The only problem was, I loved it so much that I left the rest of my responsibilities untended. That semester, I made zero progress on my research. I had trouble focusing in classes. I was dedicated and hard-working, but only to the teaching. I was getting a taste of what I actually came for, and after 5 years of working towards it, I was ready to be there!

A Taste of the Future

I think the problem I was facing was that school often feels like hoop-jumping. The scenarios are always fabricated – simplified simulations of what we hope to really do someday. Everything we try has consequences. If you tinker on an assignment and don’t quite end up where the instructor intended, you lose points and watch your permanent record suffer. As students, we’re expected to do things the way the instructor says, when they say, period. Everyone in the class is assigned the same work, regardless of their prior experience or needs. It can feel very “one-size-fits-all” but actually fits none.

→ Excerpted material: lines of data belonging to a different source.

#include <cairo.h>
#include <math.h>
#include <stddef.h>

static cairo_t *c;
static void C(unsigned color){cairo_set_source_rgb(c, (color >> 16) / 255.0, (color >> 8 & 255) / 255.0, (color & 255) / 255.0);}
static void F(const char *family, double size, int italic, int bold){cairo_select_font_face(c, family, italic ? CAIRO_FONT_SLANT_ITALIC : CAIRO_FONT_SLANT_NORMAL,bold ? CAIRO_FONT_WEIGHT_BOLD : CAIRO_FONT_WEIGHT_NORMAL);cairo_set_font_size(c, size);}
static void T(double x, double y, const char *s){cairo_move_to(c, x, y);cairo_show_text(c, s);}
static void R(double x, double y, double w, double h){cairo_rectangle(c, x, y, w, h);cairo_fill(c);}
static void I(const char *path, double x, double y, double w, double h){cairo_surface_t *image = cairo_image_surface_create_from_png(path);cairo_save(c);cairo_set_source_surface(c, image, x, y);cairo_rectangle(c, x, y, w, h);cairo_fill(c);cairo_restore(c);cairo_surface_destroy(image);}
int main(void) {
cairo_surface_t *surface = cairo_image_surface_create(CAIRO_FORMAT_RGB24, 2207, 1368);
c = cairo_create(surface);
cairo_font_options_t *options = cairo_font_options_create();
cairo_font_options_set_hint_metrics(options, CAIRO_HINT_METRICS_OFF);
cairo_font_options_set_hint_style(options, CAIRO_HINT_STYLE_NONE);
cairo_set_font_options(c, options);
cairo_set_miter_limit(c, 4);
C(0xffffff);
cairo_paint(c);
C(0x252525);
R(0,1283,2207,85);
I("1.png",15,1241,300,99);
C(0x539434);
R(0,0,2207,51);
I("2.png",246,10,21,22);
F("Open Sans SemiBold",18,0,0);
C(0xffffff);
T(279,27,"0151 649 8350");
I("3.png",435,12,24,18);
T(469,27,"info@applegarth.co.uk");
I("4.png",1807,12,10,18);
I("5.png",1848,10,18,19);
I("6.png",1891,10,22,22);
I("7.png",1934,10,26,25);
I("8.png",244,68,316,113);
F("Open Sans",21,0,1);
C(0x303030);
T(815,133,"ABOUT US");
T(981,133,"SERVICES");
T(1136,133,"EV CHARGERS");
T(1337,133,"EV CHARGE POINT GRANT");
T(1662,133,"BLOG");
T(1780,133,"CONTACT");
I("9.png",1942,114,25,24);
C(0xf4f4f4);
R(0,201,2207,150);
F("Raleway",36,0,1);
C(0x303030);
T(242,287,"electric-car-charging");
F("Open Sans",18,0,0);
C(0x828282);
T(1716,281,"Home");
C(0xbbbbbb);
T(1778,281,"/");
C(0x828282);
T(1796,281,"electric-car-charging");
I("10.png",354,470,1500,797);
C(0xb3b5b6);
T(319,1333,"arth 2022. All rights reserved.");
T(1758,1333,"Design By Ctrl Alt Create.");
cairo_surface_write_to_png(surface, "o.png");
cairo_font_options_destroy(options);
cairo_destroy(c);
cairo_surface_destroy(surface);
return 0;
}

Meanwhile, as an instructor I had ultimate freedom. I got to explore and try new ideas. Some worked, others definitely didn’t. Don’t misread here – I’m not writing about the difference between being a student and being a teacher. I am writing about the difference between being a student and being a professional. I loved the feeling of being a professional, in the field I was studying to build my career in.

Let’s Do This!

Have you had a similar experience? Maybe you worked an internship, or a co-op, or undergraduate research. As students, when we finally get a taste of what we’re working so hard to achieve it can be hard to go back to class and doing things as they were. I felt so ready to just move on – I wanted to be done with school and start my career.

To make matters worse, I was good at it! I received very high teaching evaluations from my students (many of whom remain in contact to this day). They awarded me the Favorite Faculty Award that year. I’m not bragging, I just want you to imagine where I was in that moment. After years of working in a lab, pulling late nights on homework and debugging code, I got the validation that this career really was for me. I was good at the job I was preparing for, which made it all the more difficult for me to go back to class as a student. I was ready, even though I hadn’t graduated yet.

The Price of Playing

It would be four years before I taught again. I’m glad I didn’t know that at the time or I might have taken them up on their offer to become a full-time instructor (not professor, a year-to-year job that may evaporate at any moment and has little promotion potential). Instead, I went back to class, back to the lab and got the job done.

I resent the idea of degrees as certification (that’s a post for another day). It wasn’t enough for me to just tell myself that I “had to finish” to get the job. I needed a deeper motivation to finish my degree than “its required.” I needed something to cling to day in and day out, one lecture and homework assignment at a time.

This Is Training

I always thought seeing the finish line would be motivating. Honestly, it made it harder until I realized that everything I was seeing was a cheaper substitute for the real thing. An internship isn’t a full-time job. It underpays, gives little responsibility, and it goes away. Same for undergrad research and random teaching gigs as a grad student. Life often tries to hand us shortcuts and substitutes for the real thing, but we all know in our heart of hearts that it would leave us dissatisfied.

That’s what I clung to. I focused on getting the real thing, and being ready for it when it came. Every topic I had to learn was an opportunity to broaden my ability to do the job better in the future. Every assignment was a chance to prepare (though sometimes I had to work very hard to convince myself of that).

Conclusion

If you’ve gotten a tase of the “real world” and are finding it hard to stay motivated as a student, I hope that you know you’re not alone. It’s a normal feeling, though we might not talk about it much. You’re not lazy or unmotivated – you’re just really excited for where this all leads. If you think you’re good and ready now, just imagine how much better you could be with additional training and practice. I can’t count the number of times a recent graduate has told me that some obscure idea that they never thought they’d need ended up being the thing that unlocked their career. Hunt for that thing, and savor the experience, you don’t get many chances to do something like being a full-time student.

Embrace learning, embrace the pursuit of personal power.